[06/30] block: open backing file as read-only when probing for size

Message ID 1336650574-12835-7-git-send-email-kwolf@redhat.com
State New
Headers show

Commit Message

Kevin Wolf May 10, 2012, 11:49 a.m.
From: Paolo Bonzini <pbonzini@redhat.com>

bdrv_img_create will temporarily open the backing file to probe its size.
However, this could be done with a read-write open if the wrong flags are
passed to bdrv_img_create.  Since there is really no documentation on
what flags can be passed, assume that bdrv_img_create receives the flags
with which the new image will be opened; sanitize them when opening
the backing file.

Reported-by: Eric Blake <eblake@redhat.com>
Signed-off-by: Paolo Bonzini <pbonzini@redhat.com>
Signed-off-by: Kevin Wolf <kwolf@redhat.com>
 block.c |    7 ++++++-
 1 files changed, 6 insertions(+), 1 deletions(-)

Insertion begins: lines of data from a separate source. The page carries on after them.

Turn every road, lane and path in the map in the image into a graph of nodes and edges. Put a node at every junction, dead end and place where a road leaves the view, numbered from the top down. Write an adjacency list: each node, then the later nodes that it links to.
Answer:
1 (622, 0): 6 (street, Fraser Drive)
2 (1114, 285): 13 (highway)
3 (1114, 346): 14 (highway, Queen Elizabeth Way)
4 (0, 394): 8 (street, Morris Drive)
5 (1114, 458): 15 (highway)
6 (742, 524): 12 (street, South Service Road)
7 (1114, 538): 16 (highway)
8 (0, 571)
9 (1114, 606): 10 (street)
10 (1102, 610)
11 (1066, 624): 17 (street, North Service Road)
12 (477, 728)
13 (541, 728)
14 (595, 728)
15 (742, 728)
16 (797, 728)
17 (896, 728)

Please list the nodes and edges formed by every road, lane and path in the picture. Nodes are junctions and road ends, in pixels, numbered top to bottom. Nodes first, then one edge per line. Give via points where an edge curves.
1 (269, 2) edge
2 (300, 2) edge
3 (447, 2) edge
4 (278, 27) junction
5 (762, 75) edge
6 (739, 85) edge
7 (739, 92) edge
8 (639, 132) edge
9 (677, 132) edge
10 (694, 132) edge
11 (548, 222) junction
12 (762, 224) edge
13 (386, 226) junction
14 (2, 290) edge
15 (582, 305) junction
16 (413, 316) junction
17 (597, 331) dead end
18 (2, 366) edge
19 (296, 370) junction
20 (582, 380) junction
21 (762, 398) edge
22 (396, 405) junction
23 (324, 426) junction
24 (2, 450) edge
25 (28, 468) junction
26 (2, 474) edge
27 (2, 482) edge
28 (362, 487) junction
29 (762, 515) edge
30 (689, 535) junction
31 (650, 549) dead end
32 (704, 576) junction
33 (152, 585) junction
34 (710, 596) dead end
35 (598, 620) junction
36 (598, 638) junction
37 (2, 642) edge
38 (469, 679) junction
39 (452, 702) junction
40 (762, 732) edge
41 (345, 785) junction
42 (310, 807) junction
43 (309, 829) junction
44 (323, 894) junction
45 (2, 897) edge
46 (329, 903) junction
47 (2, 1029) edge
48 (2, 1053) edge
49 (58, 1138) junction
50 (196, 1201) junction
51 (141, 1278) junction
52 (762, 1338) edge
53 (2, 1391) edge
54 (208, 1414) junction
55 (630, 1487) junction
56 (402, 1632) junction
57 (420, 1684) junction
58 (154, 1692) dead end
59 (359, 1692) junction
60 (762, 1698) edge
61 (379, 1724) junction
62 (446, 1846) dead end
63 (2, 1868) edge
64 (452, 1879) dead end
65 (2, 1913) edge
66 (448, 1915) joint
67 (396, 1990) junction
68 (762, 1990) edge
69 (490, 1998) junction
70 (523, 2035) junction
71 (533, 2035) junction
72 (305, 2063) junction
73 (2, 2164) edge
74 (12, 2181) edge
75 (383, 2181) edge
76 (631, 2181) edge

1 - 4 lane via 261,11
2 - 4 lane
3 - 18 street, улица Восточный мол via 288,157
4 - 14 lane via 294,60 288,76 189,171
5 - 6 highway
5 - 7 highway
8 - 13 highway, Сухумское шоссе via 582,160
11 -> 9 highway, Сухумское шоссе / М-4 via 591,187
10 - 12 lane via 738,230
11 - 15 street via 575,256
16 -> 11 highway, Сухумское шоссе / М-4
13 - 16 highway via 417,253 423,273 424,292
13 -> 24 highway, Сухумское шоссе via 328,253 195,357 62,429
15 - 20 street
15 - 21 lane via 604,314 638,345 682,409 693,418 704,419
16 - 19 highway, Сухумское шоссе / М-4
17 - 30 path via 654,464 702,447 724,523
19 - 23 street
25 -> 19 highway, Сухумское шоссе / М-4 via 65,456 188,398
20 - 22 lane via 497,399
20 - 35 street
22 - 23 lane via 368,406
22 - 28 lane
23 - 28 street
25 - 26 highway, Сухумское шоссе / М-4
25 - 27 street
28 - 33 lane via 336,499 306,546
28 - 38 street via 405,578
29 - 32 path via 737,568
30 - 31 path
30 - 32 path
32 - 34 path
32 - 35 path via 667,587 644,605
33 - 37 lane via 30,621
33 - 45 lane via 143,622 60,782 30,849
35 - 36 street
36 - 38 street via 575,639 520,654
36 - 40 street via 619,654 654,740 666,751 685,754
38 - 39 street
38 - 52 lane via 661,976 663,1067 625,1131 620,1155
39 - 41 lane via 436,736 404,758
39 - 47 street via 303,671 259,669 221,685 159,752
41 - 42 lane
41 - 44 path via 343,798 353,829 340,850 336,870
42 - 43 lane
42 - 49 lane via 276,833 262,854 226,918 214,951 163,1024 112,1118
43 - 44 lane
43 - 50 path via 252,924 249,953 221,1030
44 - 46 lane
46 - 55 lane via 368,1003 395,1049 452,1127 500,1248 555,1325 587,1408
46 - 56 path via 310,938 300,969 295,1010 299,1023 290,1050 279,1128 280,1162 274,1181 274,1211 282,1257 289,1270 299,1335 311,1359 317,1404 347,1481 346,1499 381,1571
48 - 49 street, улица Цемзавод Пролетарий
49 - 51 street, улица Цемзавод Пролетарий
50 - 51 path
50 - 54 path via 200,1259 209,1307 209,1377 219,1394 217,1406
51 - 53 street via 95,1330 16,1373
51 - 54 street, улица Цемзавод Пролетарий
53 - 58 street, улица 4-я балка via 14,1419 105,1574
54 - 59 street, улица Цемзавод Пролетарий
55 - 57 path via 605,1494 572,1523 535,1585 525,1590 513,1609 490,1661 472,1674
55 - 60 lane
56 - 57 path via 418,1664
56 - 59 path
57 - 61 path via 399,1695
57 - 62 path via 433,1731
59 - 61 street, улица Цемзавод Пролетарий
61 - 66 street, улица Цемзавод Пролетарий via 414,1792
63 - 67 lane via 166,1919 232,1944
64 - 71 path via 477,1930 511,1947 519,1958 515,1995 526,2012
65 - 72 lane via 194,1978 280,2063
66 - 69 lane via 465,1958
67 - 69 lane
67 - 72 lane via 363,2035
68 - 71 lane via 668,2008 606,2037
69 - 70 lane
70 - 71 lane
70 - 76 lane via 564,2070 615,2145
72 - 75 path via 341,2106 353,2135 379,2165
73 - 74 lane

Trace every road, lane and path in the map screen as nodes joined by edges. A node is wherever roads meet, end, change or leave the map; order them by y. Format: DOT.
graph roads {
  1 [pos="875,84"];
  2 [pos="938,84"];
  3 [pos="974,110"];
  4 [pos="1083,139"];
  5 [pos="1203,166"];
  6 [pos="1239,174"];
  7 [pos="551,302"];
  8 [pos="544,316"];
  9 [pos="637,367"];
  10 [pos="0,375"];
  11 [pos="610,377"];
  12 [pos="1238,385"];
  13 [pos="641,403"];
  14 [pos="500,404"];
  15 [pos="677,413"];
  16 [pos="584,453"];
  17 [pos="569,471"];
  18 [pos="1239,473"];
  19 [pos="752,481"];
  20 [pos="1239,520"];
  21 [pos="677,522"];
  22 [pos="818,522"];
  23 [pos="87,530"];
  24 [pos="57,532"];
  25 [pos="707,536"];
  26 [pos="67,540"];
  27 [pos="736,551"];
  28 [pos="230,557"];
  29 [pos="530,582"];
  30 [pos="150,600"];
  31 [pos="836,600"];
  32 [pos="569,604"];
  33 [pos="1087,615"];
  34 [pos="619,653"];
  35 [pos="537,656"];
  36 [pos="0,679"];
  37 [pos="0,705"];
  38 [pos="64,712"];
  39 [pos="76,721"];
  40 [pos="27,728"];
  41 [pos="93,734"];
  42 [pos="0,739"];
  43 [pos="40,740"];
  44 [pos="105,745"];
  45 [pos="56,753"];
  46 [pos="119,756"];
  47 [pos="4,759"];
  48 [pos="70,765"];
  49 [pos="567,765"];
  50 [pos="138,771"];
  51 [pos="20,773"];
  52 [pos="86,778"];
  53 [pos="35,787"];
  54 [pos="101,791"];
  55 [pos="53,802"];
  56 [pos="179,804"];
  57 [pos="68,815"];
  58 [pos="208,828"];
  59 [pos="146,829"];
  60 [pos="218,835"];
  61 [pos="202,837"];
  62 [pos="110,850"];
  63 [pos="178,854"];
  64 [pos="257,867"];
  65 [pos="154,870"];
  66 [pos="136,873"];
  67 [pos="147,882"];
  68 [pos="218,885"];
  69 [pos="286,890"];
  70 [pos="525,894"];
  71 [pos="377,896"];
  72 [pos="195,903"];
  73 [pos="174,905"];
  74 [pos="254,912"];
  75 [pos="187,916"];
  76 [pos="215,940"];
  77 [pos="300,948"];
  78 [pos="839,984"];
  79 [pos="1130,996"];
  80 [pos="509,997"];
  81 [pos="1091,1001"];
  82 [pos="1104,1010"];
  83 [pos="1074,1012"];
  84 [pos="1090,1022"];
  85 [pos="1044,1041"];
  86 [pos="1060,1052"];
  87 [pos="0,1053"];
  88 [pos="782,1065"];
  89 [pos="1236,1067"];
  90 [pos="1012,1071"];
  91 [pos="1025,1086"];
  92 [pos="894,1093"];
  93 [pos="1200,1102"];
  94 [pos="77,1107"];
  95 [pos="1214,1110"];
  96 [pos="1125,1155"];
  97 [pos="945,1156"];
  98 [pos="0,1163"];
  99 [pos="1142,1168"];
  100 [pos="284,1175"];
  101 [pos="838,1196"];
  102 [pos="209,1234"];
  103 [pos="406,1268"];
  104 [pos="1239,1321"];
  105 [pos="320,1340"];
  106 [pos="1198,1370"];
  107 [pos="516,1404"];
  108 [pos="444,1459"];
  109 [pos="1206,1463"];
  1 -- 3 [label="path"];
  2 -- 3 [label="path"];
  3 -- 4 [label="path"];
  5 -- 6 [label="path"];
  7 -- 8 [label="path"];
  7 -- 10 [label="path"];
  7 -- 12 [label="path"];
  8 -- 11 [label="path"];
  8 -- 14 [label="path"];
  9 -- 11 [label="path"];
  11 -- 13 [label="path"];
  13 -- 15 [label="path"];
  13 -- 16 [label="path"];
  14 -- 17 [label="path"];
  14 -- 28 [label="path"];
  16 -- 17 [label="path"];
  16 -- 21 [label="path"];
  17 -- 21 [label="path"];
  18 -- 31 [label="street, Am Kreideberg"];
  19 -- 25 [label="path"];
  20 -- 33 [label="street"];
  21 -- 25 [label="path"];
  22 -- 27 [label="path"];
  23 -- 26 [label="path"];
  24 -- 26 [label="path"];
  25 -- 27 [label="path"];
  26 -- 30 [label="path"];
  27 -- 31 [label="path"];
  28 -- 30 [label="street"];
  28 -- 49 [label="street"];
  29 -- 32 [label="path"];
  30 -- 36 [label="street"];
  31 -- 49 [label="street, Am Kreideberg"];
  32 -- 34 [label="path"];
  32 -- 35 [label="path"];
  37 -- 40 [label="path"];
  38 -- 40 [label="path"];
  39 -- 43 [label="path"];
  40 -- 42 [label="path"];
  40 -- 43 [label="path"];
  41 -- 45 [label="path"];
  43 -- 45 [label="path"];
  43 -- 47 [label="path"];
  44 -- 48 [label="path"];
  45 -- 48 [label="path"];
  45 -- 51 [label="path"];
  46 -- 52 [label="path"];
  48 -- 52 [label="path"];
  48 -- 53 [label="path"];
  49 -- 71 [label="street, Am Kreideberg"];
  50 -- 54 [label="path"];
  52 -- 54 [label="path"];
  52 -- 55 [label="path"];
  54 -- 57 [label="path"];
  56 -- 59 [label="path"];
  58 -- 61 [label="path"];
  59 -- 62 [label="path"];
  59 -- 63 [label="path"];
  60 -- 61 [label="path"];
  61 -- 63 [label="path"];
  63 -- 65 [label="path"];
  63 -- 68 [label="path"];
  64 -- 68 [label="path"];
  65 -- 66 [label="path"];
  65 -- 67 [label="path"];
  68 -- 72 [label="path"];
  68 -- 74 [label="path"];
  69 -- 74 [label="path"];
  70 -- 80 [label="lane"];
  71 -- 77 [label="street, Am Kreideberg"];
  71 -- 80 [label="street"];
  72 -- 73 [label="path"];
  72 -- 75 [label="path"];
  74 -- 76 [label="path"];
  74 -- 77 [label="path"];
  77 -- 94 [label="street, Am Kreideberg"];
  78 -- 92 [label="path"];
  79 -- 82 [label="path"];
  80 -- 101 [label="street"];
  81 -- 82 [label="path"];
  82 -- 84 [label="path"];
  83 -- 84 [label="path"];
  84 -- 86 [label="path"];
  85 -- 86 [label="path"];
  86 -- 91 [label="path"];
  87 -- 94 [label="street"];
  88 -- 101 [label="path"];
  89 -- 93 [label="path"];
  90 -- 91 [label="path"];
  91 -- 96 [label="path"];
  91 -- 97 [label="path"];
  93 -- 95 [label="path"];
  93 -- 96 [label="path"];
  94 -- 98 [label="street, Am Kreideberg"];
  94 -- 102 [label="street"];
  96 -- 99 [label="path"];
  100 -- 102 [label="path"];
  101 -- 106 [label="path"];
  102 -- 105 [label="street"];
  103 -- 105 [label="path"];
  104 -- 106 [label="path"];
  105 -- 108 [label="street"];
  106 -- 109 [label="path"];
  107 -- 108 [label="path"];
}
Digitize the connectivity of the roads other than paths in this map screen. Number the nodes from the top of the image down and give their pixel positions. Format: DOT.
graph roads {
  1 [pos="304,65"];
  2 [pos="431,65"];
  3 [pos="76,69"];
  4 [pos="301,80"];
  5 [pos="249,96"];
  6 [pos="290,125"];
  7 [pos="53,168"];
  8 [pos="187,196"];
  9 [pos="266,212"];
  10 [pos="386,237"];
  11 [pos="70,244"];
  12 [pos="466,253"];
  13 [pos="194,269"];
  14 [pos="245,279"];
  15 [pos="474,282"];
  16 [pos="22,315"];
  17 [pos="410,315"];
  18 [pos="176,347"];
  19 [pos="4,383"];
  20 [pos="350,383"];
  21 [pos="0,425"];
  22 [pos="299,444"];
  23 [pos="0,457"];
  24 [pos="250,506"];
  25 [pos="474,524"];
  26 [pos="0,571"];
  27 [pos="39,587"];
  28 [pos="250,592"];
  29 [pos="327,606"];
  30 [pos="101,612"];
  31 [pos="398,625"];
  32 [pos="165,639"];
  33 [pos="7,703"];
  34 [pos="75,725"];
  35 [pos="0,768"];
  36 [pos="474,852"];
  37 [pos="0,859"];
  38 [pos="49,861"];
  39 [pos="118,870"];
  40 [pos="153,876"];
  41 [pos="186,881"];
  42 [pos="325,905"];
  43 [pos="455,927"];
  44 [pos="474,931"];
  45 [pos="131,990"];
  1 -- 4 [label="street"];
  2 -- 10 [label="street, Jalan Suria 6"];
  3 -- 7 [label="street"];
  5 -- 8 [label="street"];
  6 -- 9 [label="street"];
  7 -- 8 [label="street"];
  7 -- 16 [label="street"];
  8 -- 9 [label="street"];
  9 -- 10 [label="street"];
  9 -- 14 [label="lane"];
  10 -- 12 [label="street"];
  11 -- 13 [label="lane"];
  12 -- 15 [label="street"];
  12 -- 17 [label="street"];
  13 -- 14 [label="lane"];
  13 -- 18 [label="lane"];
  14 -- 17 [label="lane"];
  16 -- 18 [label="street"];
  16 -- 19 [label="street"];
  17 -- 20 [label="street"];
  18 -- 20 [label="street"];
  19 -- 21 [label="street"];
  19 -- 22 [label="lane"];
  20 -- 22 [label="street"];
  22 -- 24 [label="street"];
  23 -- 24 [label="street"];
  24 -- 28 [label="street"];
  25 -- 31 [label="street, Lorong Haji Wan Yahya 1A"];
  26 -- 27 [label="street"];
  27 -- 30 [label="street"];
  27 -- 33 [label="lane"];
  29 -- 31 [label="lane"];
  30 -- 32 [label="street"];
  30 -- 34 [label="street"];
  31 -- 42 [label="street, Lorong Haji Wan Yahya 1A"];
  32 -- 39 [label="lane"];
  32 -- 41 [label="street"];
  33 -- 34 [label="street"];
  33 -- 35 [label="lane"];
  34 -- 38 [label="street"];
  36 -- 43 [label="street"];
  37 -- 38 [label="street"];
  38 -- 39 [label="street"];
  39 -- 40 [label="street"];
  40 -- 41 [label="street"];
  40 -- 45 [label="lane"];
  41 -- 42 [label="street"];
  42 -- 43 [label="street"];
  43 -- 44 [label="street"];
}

diff --git a/block.c b/block.c
index dbd60e3..754a422 100644
--- a/block.c
+++ b/block.c
@@ -4103,10 +4103,15 @@  int bdrv_img_create(const char *filename, const char *fmt,
         if (backing_file && backing_file->value.s) {
             uint64_t size;
             char buf[32];
+            int back_flags;
+            /* backing files always opened read-only */
+            back_flags =
+                flags & ~(BDRV_O_RDWR | BDRV_O_SNAPSHOT | BDRV_O_NO_BACKING);
             bs = bdrv_new("");
-            ret = bdrv_open(bs, backing_file->value.s, flags, backing_drv);
+            ret = bdrv_open(bs, backing_file->value.s, back_flags, backing_drv);
             if (ret < 0) {
                 error_report("Could not open '%s'", backing_file->value.s);
                 goto out;